One goal is to estimate the impact of land-use changes on food production, climate change and habitat diversity.
"The extraordinary threats to the environment occurring in this region make our study both timely and important to policymakers," says Mark Ashton, associate professor of silviculture and director of the Tropical Resources Institute at the School of Forestry and Environmental Studies, who is the principal investigator of the study. "Population pressures along with resource extraction and civil strife are degrading the environment and affecting the ability of people to live on the land."
The Yale research, funded with a $571,000 grant from the National Aeronautics and Space Administration, will focus on ecological regions found in the area: the primary forest, degraded forest, derived forest, forest margin, derived savanna, Southern Guinea savanna and Northern Guinea savanna. The countries covered in the study are Nigeria, Cameroon, the Central African Republic and Republic of Benin.

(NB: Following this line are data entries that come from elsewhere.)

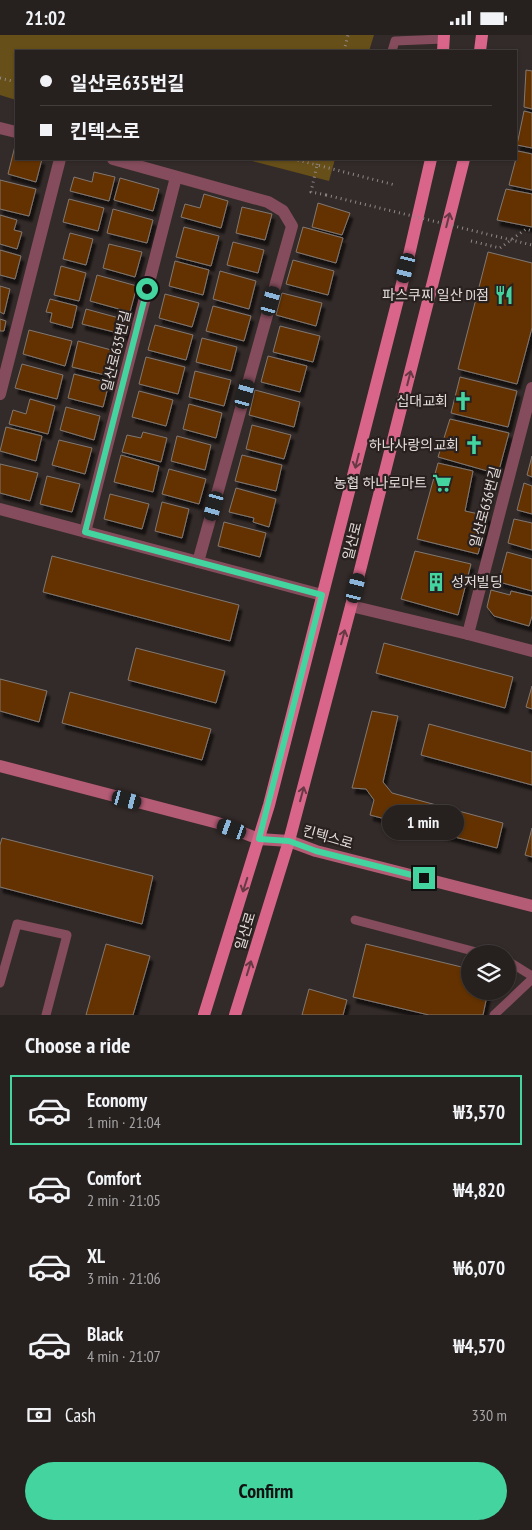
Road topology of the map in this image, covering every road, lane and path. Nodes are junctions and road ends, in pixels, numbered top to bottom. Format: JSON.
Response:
{"nodes":[{"id":1,"x":348,"y":35,"type":"edge"},
{"id":2,"x":482,"y":35,"type":"edge"},
{"id":3,"x":444,"y":42,"type":"edge"},
{"id":4,"x":344,"y":50,"type":"edge"},
{"id":5,"x":392,"y":50,"type":"edge"},
{"id":6,"x":480,"y":50,"type":"edge"},
{"id":7,"x":0,"y":78,"type":"edge"},
{"id":8,"x":15,"y":82,"type":"edge"},
{"id":9,"x":0,"y":128,"type":"edge"},
{"id":10,"x":15,"y":132,"type":"edge"},
{"id":11,"x":60,"y":160,"type":"edge"},
{"id":12,"x":116,"y":160,"type":"edge"},
{"id":13,"x":297,"y":160,"type":"edge"},
{"id":14,"x":318,"y":160,"type":"edge"},
{"id":15,"x":431,"y":160,"type":"edge"},
{"id":16,"x":464,"y":160,"type":"edge"},
{"id":17,"x":317,"y":165,"type":"junction"},
{"id":18,"x":176,"y":177,"type":"junction"},
{"id":19,"x":395,"y":185,"type":"dead end"},
{"id":20,"x":532,"y":231,"type":"edge"},
{"id":21,"x":471,"y":241,"type":"dead end"},
{"id":22,"x":532,"y":245,"type":"edge"},
{"id":23,"x":532,"y":388,"type":"edge"},
{"id":24,"x":0,"y":394,"type":"edge"},
{"id":25,"x":0,"y":509,"type":"edge"},
{"id":26,"x":85,"y":532,"type":"junction"},
{"id":27,"x":198,"y":562,"type":"junction"},
{"id":28,"x":322,"y":595,"type":"junction"},
{"id":29,"x":351,"y":606,"type":"junction"},
{"id":30,"x":468,"y":633,"type":"junction"},
{"id":31,"x":532,"y":651,"type":"edge"},
{"id":32,"x":0,"y":766,"type":"edge"},
{"id":33,"x":259,"y":839,"type":"junction"},
{"id":34,"x":289,"y":841,"type":"junction"},
{"id":35,"x":532,"y":906,"type":"edge"},
{"id":36,"x":355,"y":920,"type":"dead end"},
{"id":37,"x":461,"y":948,"type":"edge"},
{"id":38,"x":516,"y":967,"type":"edge"},
{"id":39,"x":532,"y":978,"type":"edge"},
{"id":40,"x":0,"y":983,"type":"edge"},
{"id":41,"x":46,"y":1015,"type":"edge"},
{"id":42,"x":204,"y":1015,"type":"edge"},
{"id":43,"x":235,"y":1015,"type":"edge"},
{"id":44,"x":494,"y":1015,"type":"edge"}],
"edges":[{"from":1,"to":4,"type":"path"},
{"from":2,"to":6,"type":"main road"},
{"from":3,"to":5,"type":"lane"},
{"from":7,"to":8,"type":"path"},
{"from":9,"to":10,"type":"street"},
{"from":11,"to":24,"type":"street"},
{"from":12,"to":18,"type":"street"},
{"from":13,"to":17,"type":"path"},
{"from":14,"to":17,"type":"path"},
{"from":15,"to":28,"type":"main road","name":"일산로","one_way":true},
{"from":29,"to":16,"type":"main road","name":"일산로","one_way":true},
{"from":17,"to":19,"type":"path"},
{"from":17,"to":22,"type":"path","bridge":true},
{"from":18,"to":26,"type":"street","name":"일산로635번길"},
{"from":18,"to":27,"type":"street"},
{"from":20,"to":21,"type":"path"},
{"from":23,"to":30,"type":"street","name":"일산로636번길"},
{"from":25,"to":26,"type":"street"},
{"from":26,"to":27,"type":"street"},
{"from":27,"to":28,"type":"street"},
{"from":28,"to":33,"type":"main road","name":"일산로"},
{"from":29,"to":30,"type":"street"},
{"from":34,"to":29,"type":"main road","name":"일산로","one_way":true},
{"from":30,"to":31,"type":"street"},
{"from":32,"to":33,"type":"main road","name":"킨텍스로"},
{"from":33,"to":34,"type":"main road","name":"킨텍스로"},
{"from":33,"to":42,"type":"main road","name":"일산로","one_way":true},
{"from":34,"to":35,"type":"main road","name":"킨텍스로"},
{"from":43,"to":34,"type":"main road","name":"일산로","one_way":true},
{"from":36,"to":37,"type":"lane"},
{"from":38,"to":39,"type":"lane"},
{"from":39,"to":44,"type":"lane"},
{"from":40,"to":41,"type":"lane"}]}
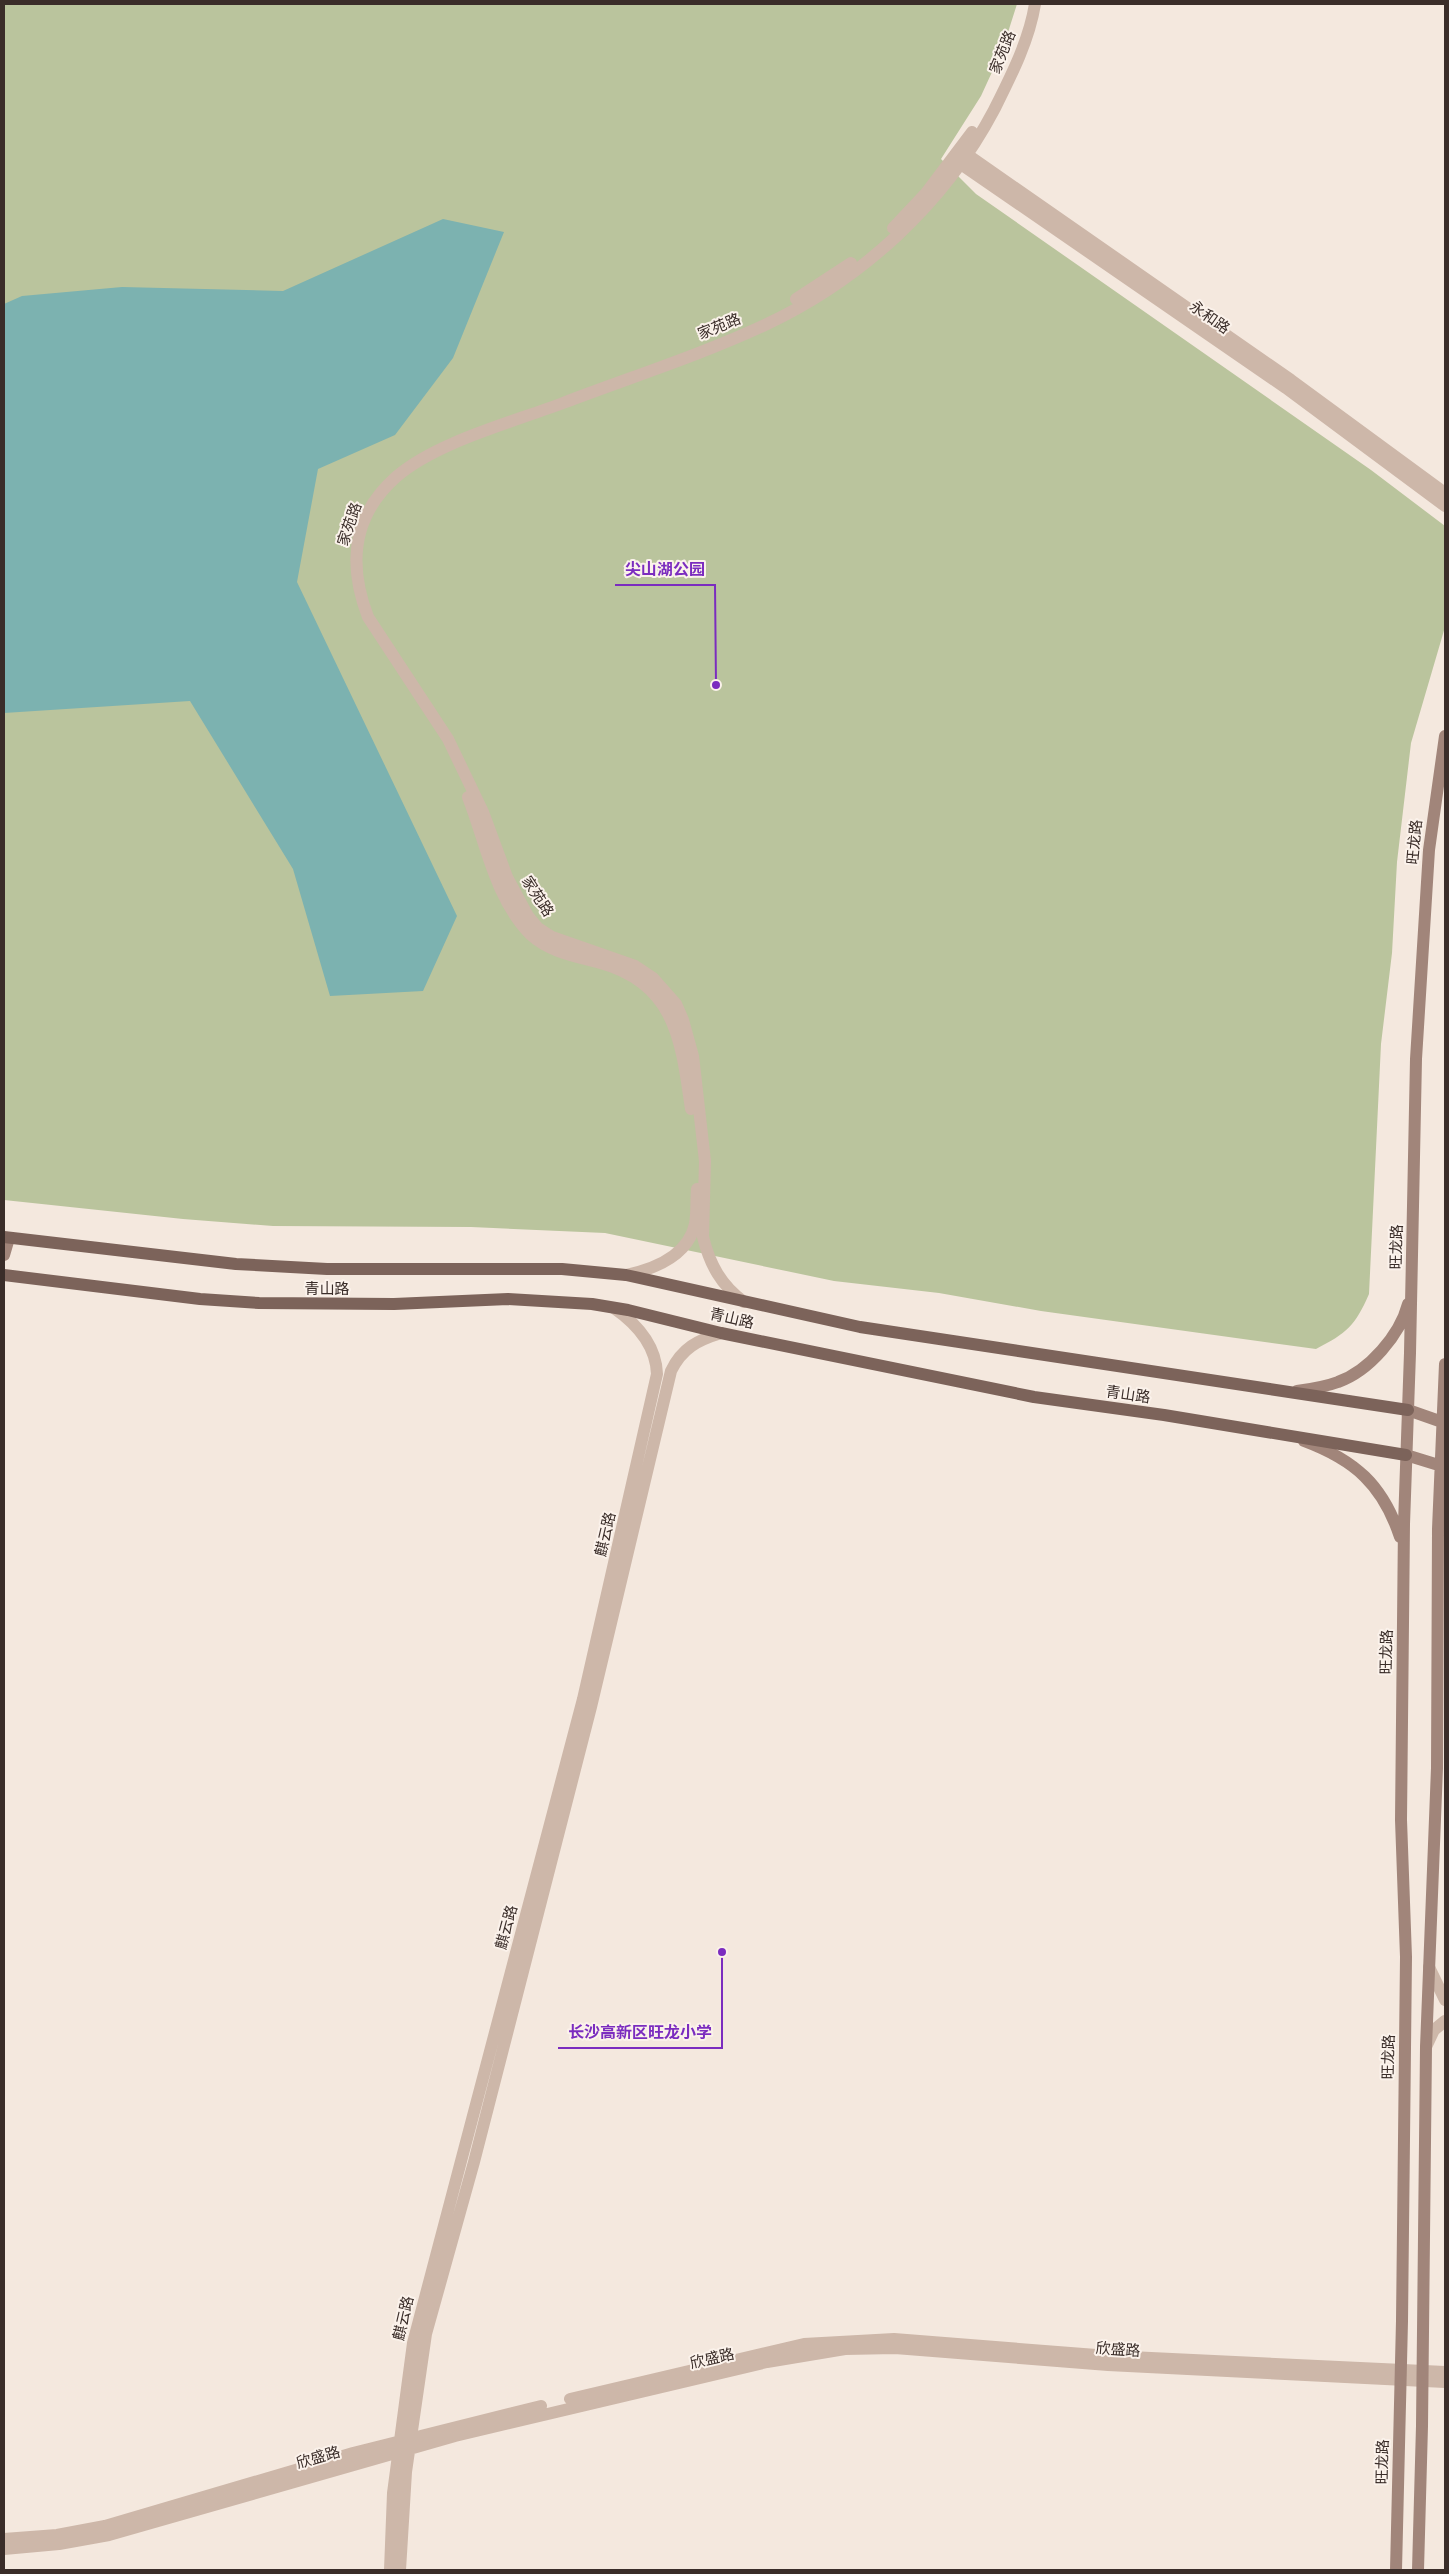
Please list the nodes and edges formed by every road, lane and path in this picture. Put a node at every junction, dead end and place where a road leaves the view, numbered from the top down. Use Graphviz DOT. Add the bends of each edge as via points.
graph roads {
  1 [pos="1027,4"];
  2 [pos="1035,4"];
  3 [pos="960,157"];
  4 [pos="1445,494"];
  5 [pos="1445,506"];
  6 [pos="1445,736"];
  7 [pos="6,1237"];
  8 [pos="4,1255"];
  9 [pos="4,1275"];
  10 [pos="626,1275"];
  11 [pos="1412,1290"];
  12 [pos="746,1303"];
  13 [pos="614,1308"];
  14 [pos="721,1333"];
  15 [pos="1445,1364"];
  16 [pos="1290,1392"];
  17 [pos="1408,1410"];
  18 [pos="1444,1422"];
  19 [pos="1287,1435"];
  20 [pos="1406,1455"];
  21 [pos="1443,1466"];
  22 [pos="1445,1552"];
  23 [pos="1403,1568"];
  24 [pos="1438,1586"];
  25 [pos="1428,1963"];
  26 [pos="1445,2000"];
  27 [pos="1445,2021"];
  28 [pos="1426,2047"];
  29 [pos="1445,2372"];
  30 [pos="1400,2375"];
  31 [pos="1422,2376"];
  32 [pos="1445,2382"];
  33 [pos="404,2445"];
  34 [pos="4,2539"];
  35 [pos="4,2549"];
  36 [pos="390,2570"];
  37 [pos="400,2570"];
  38 [pos="1396,2570"];
  39 [pos="1418,2570"];
  1 -- 3 [label="street, 家苑路" via="1018,39 1002,77"];
  2 -- 3 [label="street, 家苑路" via="1010,79"];
  3 -- 4 [label="street, 永和路" via="1299,385"];
  3 -- 5 [label="street, 永和路" via="1225,348 1286,388"];
  3 -- 10 [label="street, 家苑路" via="896,226 858,258 801,296 732,331 479,425 415,454 393,468 378,485 365,502 354,530 348,557 349,577 361,620 443,742 460,777 497,881 509,905 531,935 548,947 630,974 653,992 677,1031 698,1161 695,1224 690,1238 675,1254 655,1267"];
  3 -- 12 [label="street, 家苑路" via="935,198 900,233 835,285 735,339 482,433 418,461 383,490 370,507 358,540 356,576 368,617 448,739 483,812 507,878 528,916 552,937 635,966 653,978 676,1004 693,1056 705,1161 706,1249 716,1274 733,1294"];
  6 -- 11 [label="main road, 旺龙路" via="1429,850 1416,1059"];
  7 -- 8 [label="main road"];
  7 -- 10 [label="main road, 青山路" via="236,1264 327,1268 562,1269"];
  9 -- 13 [label="main road, 青山路" via="259,1303 394,1304 508,1299"];
  10 -- 12 [label="main road, 青山路"];
  11 -- 16 [label="main road" via="1406,1314 1396,1333 1360,1371 1333,1384"];
  11 -- 17 [label="main road, 旺龙路"];
  12 -- 16 [label="main road, 青山路" via="860,1327"];
  13 -- 14 [label="main road, 青山路"];
  13 -- 33 [label="street, 麒云路" via="635,1324 651,1348 657,1367 655,1386 585,1691 419,2315 413,2344"];
  14 -- 19 [label="main road, 青山路" via="1034,1397"];
  14 -- 33 [label="street, 麒云路" via="686,1348 671,1371 588,1716 474,2162 434,2297"];
  15 -- 18 [label="main road"];
  16 -- 17 [label="main road, 青山路"];
  17 -- 18 [label="main road, 青山路"];
  17 -- 20 [label="main road, 旺龙路"];
  18 -- 21 [label="main road"];
  19 -- 20 [label="main road, 青山路"];
  19 -- 23 [label="main road" via="1341,1458 1380,1492 1400,1538"];
  20 -- 21 [label="main road, 青山路"];
  20 -- 23 [label="main road, 旺龙路"];
  21 -- 24 [label="main road"];
  22 -- 24 [label="main road"];
  23 -- 30 [label="main road, 旺龙路" via="1401,1820 1406,1956"];
  24 -- 25 [label="main road" via="1437,1768"];
  25 -- 26 [label="street"];
  25 -- 28 [label="main road"];
  27 -- 28 [label="street" via="1434,2030"];
  28 -- 31 [label="main road"];
  29 -- 31 [label="street, 欣盛路"];
  30 -- 31 [label="street, 欣盛路"];
  30 -- 33 [label="street, 欣盛路" via="894,2339 841,2340 804,2344"];
  30 -- 38 [label="main road, 旺龙路"];
  31 -- 32 [label="street, 欣盛路"];
  31 -- 39 [label="main road"];
  33 -- 34 [label="street, 欣盛路" via="105,2526 57,2535"];
  33 -- 35 [label="street, 欣盛路" via="109,2535"];
  33 -- 36 [label="street, 麒云路" via="393,2493"];
  33 -- 37 [label="street, 麒云路"];
}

Ashton says researchers will use the latest remote sensing technology, as well as images taken from previous years, to characterize and quantify the land-use changes occurring in the region, including the extent of forest change from logging and slash and burn agriculture.
The researchers will use a series of three transects, which are a system of measurement, from the rain forest in the south nearing the equator to the northern arid areas nearing the Saharan desert. Researchers will visit sites along the transects to validate the sensor data.
Prasad Thenkabail, a co-principal investigator and associate research scientist in the Department of Geology's Center for Earth Observation, says, "We want to see whether we can detect from satellite images more refined levels of compositional changes in forests and more discreet vegetation types that have not been refined or defined before. This, in turn, will allow us to pursue our overall goal of assessing the strengths and limitations of various sensor data in establishing quantitative and qualitative measures of environmental change."
The information will also be used to build carbon sequestration models, which can predict how much carbon is being lost from forest clearance and is helpful in understanding the impact on global climate change.
Researchers at the International Institute of Tropical Agriculture, based in Nigeria, are major collaborators on the study.